[Problem details]
Sift through the material below and return the lines with "Kungsholmstorg".

[Supplied data — start]

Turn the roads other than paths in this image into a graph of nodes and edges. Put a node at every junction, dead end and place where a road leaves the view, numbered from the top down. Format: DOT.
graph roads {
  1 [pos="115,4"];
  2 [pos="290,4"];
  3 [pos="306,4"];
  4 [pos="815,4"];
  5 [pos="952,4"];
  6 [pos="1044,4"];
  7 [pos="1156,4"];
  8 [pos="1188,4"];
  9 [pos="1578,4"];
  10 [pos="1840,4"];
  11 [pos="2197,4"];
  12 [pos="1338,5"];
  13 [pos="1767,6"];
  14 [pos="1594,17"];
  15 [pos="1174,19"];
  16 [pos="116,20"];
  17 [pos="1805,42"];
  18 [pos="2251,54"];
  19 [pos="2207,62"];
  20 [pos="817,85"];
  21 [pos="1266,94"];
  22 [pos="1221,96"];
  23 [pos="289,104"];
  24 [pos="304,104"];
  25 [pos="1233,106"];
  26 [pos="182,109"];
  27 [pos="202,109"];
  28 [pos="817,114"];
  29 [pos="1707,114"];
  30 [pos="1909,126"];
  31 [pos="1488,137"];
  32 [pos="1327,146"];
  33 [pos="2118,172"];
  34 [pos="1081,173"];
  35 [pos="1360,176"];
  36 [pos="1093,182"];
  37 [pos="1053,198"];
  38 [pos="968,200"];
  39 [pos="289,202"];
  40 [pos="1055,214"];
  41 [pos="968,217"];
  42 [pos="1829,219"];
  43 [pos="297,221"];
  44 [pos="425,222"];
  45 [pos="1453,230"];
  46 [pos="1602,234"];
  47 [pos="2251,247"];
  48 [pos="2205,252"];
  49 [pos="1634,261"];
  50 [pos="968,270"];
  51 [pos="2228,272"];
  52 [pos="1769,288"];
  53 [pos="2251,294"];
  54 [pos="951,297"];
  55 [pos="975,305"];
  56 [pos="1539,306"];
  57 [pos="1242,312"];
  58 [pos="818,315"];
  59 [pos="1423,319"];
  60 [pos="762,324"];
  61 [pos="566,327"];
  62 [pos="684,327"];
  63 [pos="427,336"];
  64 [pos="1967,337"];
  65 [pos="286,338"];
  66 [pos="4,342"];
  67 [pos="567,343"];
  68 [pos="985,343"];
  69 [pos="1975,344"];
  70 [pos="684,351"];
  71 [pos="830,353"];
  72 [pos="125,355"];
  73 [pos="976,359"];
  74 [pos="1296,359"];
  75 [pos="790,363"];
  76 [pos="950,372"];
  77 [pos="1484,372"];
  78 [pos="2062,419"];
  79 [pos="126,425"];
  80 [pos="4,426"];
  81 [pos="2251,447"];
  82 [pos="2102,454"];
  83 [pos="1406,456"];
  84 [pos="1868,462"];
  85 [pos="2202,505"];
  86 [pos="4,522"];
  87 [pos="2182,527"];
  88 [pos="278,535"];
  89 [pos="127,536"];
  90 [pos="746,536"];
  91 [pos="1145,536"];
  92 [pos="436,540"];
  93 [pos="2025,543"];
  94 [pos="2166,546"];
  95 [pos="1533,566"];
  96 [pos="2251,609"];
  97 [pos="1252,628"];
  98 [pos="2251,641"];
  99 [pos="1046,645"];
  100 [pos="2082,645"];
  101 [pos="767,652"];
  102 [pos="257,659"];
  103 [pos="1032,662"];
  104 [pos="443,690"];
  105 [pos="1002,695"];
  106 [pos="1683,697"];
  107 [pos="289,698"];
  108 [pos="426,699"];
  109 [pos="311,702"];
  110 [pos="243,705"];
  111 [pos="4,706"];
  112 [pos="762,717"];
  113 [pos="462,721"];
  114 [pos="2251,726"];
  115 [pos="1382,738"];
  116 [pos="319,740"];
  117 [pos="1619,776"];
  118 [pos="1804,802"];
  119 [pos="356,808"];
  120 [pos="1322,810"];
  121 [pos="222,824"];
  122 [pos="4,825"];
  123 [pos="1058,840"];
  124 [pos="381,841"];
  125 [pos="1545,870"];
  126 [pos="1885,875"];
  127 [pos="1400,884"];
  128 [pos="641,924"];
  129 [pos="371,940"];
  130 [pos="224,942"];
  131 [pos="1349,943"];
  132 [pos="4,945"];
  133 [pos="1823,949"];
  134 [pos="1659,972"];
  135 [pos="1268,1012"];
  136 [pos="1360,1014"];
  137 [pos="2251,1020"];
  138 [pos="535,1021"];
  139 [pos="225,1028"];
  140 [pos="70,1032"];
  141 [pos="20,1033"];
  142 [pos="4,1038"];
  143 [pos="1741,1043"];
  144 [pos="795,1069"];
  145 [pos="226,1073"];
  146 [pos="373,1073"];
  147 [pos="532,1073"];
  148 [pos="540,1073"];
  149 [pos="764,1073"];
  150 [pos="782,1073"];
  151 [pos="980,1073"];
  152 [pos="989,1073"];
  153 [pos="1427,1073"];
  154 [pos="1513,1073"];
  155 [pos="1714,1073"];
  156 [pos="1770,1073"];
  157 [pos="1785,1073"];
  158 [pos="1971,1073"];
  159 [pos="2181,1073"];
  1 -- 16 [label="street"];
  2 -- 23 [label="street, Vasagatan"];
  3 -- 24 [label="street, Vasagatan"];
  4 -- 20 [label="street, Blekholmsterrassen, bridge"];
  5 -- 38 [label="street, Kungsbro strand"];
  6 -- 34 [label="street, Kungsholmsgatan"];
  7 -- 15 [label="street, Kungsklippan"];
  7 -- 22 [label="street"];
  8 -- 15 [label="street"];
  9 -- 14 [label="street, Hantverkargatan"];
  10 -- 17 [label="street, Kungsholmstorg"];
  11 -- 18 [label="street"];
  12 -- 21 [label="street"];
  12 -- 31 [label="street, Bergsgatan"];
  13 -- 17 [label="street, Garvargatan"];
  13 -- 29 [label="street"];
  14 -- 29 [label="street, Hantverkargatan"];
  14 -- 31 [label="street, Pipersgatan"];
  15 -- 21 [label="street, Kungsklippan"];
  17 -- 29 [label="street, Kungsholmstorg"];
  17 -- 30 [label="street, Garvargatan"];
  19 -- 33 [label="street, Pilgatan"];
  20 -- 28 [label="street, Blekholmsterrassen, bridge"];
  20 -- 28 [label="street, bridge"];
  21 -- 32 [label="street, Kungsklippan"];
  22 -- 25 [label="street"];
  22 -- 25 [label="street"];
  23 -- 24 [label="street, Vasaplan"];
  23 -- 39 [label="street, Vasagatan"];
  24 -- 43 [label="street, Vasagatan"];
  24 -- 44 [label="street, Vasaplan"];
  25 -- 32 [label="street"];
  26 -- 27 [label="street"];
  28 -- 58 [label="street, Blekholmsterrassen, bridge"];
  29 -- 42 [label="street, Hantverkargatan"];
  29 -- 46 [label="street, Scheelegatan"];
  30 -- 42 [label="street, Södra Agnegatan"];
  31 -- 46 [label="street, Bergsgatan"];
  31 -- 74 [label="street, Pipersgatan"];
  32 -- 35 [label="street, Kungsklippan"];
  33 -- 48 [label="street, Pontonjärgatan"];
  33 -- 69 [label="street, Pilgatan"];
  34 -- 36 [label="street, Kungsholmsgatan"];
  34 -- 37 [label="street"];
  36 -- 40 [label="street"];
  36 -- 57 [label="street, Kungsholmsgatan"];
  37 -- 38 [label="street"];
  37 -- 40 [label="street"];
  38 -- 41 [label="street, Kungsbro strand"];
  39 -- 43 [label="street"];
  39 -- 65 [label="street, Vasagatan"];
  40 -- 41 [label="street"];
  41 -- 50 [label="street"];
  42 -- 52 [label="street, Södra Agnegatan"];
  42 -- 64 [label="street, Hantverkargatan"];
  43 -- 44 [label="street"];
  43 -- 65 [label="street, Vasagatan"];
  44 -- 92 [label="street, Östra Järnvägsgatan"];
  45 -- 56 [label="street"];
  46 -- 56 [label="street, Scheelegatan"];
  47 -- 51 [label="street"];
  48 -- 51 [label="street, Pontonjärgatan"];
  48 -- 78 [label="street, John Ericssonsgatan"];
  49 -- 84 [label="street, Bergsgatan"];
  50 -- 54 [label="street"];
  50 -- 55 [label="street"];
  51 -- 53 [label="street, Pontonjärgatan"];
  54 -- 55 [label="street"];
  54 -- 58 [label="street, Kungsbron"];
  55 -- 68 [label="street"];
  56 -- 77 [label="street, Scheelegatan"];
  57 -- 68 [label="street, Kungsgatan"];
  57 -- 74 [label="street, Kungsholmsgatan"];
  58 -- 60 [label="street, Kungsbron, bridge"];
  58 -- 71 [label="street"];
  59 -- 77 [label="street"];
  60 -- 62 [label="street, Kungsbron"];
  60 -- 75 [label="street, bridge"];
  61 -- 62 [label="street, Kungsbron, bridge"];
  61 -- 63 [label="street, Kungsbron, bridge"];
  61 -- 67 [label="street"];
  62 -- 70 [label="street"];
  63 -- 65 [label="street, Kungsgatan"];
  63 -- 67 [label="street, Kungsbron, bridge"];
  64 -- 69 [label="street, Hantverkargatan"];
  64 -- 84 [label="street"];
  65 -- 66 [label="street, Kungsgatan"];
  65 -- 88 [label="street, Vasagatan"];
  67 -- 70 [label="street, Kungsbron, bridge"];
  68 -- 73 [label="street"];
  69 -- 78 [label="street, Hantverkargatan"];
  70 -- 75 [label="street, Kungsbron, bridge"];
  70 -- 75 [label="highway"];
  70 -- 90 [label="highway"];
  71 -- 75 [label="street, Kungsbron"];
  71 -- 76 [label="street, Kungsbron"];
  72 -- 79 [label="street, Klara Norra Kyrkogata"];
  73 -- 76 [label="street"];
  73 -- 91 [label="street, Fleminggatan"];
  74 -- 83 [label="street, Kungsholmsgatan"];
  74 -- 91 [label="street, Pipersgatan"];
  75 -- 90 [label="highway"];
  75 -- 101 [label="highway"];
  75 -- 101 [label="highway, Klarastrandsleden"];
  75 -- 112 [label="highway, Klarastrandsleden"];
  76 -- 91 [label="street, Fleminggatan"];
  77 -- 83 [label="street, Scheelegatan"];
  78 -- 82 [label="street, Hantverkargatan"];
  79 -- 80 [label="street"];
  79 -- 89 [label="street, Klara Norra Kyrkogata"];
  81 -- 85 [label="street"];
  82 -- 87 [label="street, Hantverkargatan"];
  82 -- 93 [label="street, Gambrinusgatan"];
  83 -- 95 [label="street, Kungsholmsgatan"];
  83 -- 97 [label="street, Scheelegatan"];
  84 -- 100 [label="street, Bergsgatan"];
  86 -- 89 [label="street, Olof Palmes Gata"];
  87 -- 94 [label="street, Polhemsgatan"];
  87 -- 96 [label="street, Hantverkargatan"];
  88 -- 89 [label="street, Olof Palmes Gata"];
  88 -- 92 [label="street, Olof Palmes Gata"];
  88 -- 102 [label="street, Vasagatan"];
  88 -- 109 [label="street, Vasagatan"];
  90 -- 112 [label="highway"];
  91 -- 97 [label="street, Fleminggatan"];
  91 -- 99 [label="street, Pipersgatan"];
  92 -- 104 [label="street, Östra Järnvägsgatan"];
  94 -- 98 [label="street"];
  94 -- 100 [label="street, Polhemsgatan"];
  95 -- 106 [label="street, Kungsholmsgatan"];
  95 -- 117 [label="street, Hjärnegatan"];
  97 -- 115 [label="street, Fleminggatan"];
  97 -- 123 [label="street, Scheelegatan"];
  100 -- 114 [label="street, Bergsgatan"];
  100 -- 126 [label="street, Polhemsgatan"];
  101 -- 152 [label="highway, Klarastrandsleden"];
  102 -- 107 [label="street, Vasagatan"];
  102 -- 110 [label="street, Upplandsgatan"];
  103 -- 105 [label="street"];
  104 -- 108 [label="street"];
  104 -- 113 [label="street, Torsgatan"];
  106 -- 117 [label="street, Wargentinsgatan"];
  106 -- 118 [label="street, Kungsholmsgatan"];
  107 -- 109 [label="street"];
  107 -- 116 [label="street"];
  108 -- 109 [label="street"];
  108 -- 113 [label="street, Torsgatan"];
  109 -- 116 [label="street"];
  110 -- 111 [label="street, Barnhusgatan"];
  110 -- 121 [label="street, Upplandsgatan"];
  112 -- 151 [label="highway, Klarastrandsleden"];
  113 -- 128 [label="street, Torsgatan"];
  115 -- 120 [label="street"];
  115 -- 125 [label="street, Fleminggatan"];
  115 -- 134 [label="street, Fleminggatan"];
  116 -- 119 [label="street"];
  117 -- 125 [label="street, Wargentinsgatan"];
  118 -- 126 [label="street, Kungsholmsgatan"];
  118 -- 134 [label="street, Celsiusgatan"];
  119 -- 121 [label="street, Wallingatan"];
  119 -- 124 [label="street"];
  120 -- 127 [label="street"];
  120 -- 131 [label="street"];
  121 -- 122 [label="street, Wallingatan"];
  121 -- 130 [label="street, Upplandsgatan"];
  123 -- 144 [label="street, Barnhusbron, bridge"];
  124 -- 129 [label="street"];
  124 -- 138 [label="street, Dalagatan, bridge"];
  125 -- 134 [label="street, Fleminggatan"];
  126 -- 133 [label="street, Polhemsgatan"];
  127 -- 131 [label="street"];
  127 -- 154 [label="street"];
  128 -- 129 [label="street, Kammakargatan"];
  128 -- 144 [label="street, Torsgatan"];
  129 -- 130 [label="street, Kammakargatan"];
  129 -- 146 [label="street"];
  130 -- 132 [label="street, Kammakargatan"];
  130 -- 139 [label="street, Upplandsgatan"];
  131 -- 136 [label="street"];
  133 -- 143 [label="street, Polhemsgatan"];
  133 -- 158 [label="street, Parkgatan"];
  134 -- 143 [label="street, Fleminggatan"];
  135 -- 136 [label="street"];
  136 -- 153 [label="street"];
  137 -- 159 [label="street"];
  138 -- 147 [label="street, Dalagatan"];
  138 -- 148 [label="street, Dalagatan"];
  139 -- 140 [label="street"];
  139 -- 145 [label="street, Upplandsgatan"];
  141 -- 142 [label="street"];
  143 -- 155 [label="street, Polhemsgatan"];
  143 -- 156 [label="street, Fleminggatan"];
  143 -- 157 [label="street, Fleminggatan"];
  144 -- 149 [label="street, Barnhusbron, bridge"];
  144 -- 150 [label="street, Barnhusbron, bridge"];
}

[Supplied data — finish]

[Expected answer]
  10 -- 17 [label="street, Kungsholmstorg"];
  17 -- 29 [label="street, Kungsholmstorg"];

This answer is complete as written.